» **What you should do**
Pictures are not part of the answer. Write out exactly the lines from the one containing "pinky dip: (644, 420)" through the end of the material below.

» **Provided records**
● ● ● ● ● ● ●
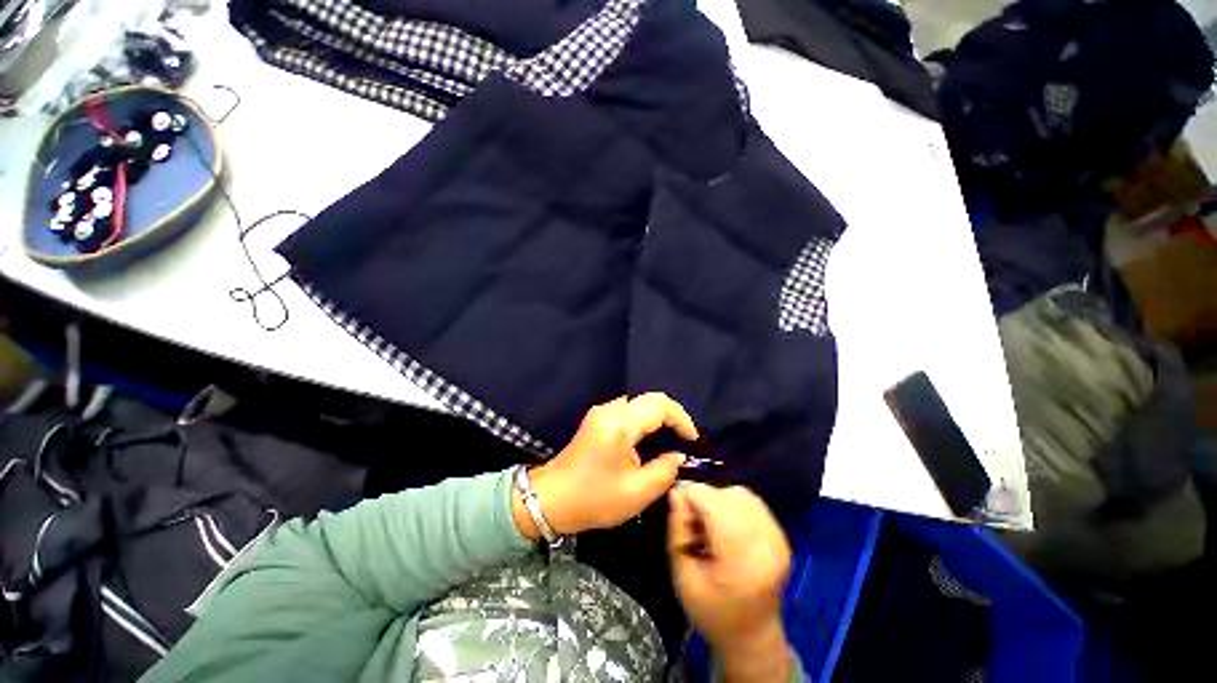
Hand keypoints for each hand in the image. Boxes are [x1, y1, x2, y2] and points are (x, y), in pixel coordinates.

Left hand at [515, 393, 698, 537]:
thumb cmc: (594, 498)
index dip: (681, 419)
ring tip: (670, 440)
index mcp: (620, 424)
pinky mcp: (597, 419)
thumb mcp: (637, 492)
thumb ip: (664, 470)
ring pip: (639, 403)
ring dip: (657, 417)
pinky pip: (628, 411)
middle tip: (683, 439)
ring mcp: (601, 412)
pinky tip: (649, 440)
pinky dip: (644, 420)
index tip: (692, 440)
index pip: (659, 405)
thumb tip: (678, 455)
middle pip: (649, 399)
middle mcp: (610, 410)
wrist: (550, 499)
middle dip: (671, 416)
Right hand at [668, 483, 793, 681]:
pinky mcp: (781, 534)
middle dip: (704, 498)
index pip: (714, 504)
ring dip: (719, 499)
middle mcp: (767, 543)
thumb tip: (676, 492)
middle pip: (728, 495)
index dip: (691, 496)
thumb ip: (677, 531)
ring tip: (708, 522)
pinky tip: (724, 523)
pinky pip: (752, 501)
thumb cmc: (711, 611)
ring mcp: (779, 538)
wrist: (752, 636)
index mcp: (742, 560)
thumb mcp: (682, 576)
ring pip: (741, 494)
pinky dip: (732, 503)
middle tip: (691, 519)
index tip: (677, 507)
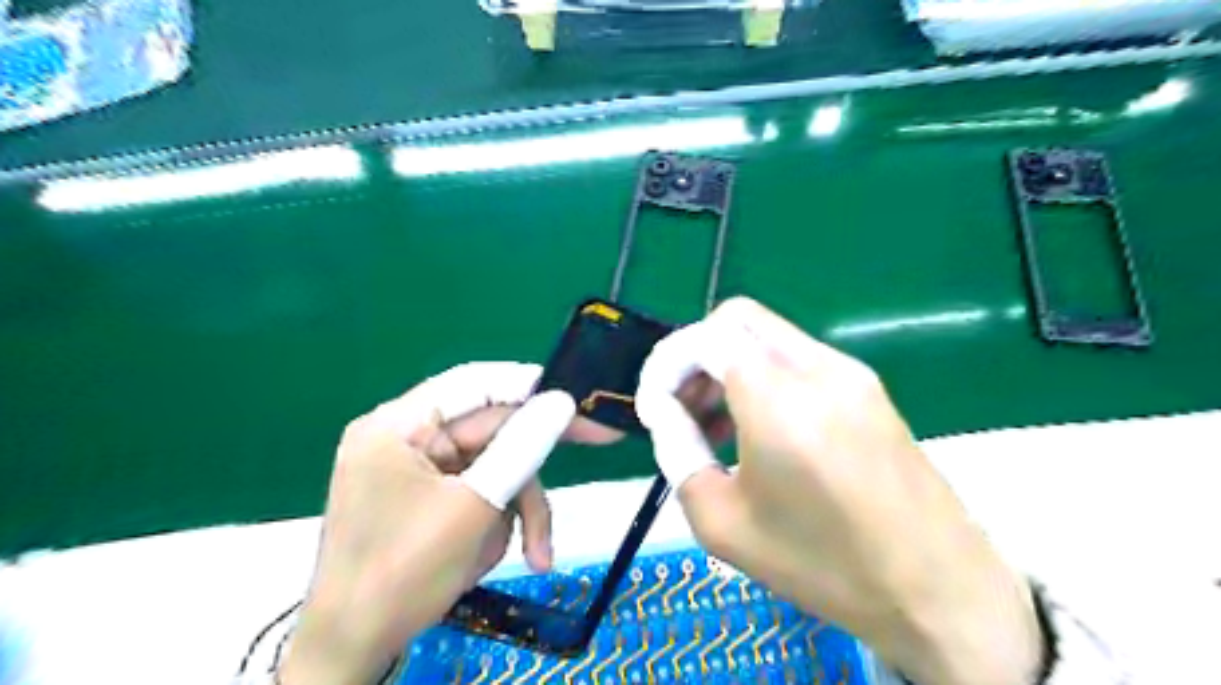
● ● ● ● ● ● ●
» **Response**
pinky dip: (644, 420)
index tip: (692, 440)
index pip: (659, 405)
thumb tip: (678, 455)
middle pip: (649, 399)
middle mcp: (610, 410)
wrist: (550, 499)
middle dip: (671, 416)
Right hand at [668, 483, 793, 681]:
pinky mcp: (781, 534)
middle dip: (704, 498)
index pip: (714, 504)
ring dip: (719, 499)
middle mcp: (767, 543)
thumb tip: (676, 492)
middle pip: (728, 495)
index dip: (691, 496)
thumb ip: (677, 531)
ring tip: (708, 522)
pinky tip: (724, 523)
pinky pip: (752, 501)
thumb cmc: (711, 611)
ring mcp: (779, 538)
wrist: (752, 636)
index mcp: (742, 560)
thumb mcp: (682, 576)
ring pip: (741, 494)
pinky dip: (732, 503)
middle tip: (691, 519)
index tip: (677, 507)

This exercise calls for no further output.